■ DATASET EXCERPTS ■
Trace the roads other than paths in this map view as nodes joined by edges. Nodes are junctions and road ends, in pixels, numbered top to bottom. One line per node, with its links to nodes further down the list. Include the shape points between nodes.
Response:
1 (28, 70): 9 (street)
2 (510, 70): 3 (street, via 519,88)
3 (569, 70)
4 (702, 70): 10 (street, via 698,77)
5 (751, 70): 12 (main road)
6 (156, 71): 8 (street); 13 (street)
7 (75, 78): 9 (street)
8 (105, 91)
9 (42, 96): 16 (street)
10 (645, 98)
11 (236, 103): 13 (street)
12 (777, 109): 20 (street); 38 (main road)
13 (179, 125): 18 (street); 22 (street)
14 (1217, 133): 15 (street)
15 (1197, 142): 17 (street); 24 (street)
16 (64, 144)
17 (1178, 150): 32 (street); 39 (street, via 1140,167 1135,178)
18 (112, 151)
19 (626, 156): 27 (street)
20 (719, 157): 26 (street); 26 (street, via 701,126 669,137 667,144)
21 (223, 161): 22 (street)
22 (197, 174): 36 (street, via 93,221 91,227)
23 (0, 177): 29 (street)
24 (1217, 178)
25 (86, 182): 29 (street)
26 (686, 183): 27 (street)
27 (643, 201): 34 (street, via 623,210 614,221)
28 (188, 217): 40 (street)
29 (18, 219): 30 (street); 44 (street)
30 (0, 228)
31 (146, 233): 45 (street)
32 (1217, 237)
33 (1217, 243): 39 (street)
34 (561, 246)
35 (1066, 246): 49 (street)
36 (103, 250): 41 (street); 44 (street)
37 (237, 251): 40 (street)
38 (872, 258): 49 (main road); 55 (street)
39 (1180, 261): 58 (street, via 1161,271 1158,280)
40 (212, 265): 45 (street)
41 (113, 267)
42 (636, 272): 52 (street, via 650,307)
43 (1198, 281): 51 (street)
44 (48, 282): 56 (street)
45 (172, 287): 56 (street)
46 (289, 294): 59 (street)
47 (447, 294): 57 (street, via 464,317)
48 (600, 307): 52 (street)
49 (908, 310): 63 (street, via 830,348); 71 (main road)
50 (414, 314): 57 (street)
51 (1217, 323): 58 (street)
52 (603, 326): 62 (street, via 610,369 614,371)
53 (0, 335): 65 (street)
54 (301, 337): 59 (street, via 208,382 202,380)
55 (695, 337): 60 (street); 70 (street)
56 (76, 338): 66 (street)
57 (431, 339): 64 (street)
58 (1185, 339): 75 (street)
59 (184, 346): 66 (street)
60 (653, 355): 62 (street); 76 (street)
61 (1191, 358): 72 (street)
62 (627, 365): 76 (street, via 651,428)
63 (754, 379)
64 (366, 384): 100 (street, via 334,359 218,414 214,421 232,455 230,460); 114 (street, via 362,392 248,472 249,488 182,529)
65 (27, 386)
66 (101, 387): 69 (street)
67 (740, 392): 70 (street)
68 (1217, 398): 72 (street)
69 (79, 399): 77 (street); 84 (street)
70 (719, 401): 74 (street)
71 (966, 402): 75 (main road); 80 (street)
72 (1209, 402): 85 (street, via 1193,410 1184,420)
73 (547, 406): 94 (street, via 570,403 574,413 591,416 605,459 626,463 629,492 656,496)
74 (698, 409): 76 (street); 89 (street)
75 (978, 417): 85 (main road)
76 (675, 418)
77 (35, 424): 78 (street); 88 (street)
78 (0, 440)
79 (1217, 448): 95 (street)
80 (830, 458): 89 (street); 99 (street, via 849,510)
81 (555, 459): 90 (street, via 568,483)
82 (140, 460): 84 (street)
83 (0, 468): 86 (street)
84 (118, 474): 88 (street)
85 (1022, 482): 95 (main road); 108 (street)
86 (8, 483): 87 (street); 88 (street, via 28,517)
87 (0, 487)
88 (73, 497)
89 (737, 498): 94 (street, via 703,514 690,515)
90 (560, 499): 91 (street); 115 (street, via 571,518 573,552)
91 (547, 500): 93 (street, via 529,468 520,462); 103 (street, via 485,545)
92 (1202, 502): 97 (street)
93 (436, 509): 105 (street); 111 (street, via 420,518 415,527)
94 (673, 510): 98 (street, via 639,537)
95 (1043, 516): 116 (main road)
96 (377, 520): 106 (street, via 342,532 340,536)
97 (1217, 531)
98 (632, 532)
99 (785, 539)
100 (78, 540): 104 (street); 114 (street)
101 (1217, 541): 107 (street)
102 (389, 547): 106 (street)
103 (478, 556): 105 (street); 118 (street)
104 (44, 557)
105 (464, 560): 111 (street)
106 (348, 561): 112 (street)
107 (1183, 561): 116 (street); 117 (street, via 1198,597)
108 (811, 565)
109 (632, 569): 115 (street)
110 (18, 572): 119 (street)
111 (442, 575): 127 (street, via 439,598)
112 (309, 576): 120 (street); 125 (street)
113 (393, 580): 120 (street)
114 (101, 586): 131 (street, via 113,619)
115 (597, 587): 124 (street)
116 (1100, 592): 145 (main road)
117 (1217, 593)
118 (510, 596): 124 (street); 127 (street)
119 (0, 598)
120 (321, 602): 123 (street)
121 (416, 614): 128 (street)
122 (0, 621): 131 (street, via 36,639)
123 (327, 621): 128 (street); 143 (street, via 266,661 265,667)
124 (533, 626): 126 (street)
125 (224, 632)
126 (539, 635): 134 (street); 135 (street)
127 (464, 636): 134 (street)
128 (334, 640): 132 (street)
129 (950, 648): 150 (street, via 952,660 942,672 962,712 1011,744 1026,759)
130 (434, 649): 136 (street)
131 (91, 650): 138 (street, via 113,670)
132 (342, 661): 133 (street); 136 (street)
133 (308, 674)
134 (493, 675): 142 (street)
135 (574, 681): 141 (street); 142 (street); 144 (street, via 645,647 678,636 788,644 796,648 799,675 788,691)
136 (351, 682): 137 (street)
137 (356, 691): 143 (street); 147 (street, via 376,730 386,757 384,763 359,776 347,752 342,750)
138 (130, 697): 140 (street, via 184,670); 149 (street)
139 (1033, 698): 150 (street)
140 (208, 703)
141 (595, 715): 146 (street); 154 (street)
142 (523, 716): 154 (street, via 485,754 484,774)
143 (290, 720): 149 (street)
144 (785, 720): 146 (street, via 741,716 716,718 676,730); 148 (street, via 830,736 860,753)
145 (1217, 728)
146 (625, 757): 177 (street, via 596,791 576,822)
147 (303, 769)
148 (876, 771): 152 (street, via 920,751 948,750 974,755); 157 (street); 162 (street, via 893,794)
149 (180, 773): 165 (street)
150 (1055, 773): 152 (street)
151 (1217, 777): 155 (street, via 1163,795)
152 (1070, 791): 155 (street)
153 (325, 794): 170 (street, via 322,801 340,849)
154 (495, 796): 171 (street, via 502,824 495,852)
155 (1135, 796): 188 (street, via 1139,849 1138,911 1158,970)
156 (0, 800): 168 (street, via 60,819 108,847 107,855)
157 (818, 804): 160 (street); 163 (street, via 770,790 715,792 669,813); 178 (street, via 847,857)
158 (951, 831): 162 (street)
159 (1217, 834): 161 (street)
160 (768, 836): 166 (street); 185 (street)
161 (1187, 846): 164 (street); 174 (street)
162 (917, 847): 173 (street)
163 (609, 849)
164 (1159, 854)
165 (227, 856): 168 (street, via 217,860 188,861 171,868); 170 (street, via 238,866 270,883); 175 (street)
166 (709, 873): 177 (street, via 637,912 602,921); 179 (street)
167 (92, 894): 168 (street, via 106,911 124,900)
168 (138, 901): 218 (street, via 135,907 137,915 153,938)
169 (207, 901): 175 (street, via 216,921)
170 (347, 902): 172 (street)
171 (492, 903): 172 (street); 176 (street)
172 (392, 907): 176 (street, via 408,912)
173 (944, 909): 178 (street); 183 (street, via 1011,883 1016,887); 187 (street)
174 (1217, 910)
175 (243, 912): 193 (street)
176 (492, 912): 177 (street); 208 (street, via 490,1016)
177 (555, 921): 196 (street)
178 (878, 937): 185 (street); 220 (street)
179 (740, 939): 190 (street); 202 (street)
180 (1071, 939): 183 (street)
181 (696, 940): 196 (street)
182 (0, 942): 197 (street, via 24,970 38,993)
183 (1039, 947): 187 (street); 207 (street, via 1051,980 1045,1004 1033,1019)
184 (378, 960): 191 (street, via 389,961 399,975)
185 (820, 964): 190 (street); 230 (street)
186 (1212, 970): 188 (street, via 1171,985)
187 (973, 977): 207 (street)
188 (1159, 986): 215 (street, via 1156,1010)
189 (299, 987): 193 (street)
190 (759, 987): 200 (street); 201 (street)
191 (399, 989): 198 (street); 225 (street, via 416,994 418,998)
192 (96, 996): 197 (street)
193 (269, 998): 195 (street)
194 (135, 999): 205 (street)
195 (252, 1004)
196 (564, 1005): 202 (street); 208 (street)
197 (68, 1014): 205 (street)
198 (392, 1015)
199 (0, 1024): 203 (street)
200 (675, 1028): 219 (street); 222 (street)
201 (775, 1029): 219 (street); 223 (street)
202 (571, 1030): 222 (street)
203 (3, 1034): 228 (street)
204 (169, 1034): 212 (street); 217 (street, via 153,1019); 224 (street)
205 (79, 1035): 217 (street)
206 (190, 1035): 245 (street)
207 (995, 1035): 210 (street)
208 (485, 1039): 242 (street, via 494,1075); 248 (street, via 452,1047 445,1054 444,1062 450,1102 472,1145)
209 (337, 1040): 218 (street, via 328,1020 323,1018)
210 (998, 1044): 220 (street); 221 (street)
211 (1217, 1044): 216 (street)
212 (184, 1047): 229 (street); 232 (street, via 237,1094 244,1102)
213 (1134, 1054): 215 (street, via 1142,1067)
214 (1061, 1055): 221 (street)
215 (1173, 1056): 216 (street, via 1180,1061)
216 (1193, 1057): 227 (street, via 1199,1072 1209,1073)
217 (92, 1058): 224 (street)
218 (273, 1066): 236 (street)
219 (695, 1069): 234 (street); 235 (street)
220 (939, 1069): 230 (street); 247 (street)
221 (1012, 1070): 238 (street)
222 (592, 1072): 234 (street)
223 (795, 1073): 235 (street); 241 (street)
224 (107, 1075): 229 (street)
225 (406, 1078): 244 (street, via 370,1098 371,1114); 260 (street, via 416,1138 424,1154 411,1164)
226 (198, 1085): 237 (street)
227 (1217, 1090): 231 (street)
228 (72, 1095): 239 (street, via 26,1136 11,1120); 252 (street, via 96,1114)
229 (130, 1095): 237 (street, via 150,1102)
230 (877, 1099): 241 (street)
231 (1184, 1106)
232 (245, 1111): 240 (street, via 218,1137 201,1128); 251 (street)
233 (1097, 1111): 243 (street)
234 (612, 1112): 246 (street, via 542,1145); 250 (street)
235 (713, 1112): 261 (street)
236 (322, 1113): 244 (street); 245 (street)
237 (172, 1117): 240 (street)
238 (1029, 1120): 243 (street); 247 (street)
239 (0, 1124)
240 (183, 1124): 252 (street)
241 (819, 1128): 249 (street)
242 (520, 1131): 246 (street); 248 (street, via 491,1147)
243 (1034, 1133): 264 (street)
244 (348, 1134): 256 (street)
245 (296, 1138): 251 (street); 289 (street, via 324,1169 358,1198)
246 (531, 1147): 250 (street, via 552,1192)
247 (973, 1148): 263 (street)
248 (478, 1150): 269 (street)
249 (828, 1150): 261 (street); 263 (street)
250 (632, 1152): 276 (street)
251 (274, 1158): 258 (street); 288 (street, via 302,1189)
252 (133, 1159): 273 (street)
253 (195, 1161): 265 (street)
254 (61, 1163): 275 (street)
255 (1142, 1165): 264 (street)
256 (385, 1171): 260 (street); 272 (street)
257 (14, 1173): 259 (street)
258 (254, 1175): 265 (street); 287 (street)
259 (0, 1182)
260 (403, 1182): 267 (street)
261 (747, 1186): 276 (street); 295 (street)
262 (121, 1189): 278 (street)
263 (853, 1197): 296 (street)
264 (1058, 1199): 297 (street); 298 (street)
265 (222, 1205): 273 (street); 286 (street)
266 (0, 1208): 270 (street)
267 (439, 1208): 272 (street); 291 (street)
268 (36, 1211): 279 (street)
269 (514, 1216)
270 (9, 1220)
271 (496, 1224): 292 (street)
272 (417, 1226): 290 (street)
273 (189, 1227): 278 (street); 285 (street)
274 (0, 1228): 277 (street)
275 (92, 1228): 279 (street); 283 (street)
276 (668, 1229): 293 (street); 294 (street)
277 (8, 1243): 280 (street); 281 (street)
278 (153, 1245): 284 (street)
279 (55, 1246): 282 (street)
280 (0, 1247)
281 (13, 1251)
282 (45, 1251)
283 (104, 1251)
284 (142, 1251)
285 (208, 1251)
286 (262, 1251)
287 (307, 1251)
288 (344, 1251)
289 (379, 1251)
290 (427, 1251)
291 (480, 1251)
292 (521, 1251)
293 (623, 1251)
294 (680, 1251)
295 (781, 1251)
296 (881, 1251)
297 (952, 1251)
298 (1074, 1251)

■ TASK GOAL ■
From the records above, return each line that includes "main".

■ SOLVED EXERCISE ■
5 (751, 70): 12 (main road)
12 (777, 109): 20 (street); 38 (main road)
38 (872, 258): 49 (main road); 55 (street)
49 (908, 310): 63 (street, via 830,348); 71 (main road)
71 (966, 402): 75 (main road); 80 (street)
75 (978, 417): 85 (main road)
85 (1022, 482): 95 (main road); 108 (street)
95 (1043, 516): 116 (main road)
116 (1100, 592): 145 (main road)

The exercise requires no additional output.